Discovering novel marine bio-surfactants and bio-emulsifiers for biotechnological applications
Surfactants and emulsifiers are a class of compounds used in almost every sector of modern industry today. Currently, the market for these compounds is almost saturated with those that are derived by organo-chemical synthesis from petroleum hydrocarbons. Over the past few decades, considerable attention has been given to replacing these with those that are derived from biological sources. These bio-based alternatives – i.e. bio-surfactants and bio-emulsifiers – are recognised for their greater environmental compatibility, lower toxicity and higher biodegradability compared to their synthetic counterparts.
The marine biosphere, with its diversity of microorganisms, is recognised as an important source of novel bio-surfactants and bio-emulsifiers that could replace many of the currently-used synthetic surfactants/emulsifiers or to creating new niche markets.
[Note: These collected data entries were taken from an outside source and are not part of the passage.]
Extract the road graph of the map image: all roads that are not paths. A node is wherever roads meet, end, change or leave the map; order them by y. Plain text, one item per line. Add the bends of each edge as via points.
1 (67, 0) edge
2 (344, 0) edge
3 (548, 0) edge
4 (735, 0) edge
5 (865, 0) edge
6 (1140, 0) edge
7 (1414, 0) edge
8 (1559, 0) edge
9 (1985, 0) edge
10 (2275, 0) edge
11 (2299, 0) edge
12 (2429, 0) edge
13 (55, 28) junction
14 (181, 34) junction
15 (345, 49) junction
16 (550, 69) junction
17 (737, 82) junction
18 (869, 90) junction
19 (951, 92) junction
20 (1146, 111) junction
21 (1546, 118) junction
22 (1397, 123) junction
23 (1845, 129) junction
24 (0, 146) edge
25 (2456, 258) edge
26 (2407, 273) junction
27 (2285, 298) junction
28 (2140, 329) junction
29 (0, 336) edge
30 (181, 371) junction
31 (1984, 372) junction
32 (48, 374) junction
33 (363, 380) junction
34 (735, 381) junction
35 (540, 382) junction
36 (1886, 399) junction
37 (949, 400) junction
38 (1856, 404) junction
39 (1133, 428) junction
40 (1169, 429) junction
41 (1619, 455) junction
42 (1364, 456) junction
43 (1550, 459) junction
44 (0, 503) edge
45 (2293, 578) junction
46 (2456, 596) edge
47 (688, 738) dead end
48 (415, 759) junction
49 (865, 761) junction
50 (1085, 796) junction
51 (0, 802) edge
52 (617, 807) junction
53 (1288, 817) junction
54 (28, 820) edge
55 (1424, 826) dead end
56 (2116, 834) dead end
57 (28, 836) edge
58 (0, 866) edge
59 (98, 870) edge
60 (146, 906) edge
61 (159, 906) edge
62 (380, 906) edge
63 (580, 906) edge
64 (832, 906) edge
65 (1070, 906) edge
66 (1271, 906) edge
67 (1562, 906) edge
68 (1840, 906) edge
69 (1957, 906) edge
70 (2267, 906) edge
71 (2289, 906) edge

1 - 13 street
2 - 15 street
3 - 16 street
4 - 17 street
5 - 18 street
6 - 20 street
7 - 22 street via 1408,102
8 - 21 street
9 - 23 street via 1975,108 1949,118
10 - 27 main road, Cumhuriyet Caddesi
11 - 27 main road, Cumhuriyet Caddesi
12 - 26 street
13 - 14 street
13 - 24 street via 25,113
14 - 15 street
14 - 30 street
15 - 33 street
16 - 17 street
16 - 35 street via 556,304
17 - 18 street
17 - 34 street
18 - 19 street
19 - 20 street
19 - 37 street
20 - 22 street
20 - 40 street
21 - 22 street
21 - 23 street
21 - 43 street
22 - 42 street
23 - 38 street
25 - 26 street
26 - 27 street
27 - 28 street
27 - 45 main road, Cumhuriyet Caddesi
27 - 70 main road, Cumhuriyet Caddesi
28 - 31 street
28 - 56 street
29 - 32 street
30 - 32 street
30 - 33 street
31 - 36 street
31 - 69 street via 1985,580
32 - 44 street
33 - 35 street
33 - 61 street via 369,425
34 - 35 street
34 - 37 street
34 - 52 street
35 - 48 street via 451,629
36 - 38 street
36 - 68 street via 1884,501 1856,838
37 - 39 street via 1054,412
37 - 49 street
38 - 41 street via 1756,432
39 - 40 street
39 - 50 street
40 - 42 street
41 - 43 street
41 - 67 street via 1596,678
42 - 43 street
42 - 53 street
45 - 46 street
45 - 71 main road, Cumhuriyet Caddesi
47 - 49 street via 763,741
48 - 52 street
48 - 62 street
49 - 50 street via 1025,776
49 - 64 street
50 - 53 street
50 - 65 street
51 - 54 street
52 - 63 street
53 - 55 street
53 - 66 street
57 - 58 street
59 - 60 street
This is particularly relevant in responding to an increasing global awareness and demand for “greener” and bio-compatible products.
Valeria Semler is a PhD student within the Gutierrez Lab group who is screening, isolating and characterising bio-surfactants and bio-emulsifiers from a novel collection of marine bacterial strains, as well as from marine invertebrates that have been underexplored in this respect. The project aims to discover new types of these biomolecules and evaluate their potential for biotechnological applications, with focus on human health. The research involves methods for purification, detection and structure determination of these types of compounds (e.g. NMR, mass spectrometry, isotopic gradient centrifugation techniques etc.). The project is funded by a School of Engineering and Physical Science (EPS) PhD Studentship of Heriot-Watt University.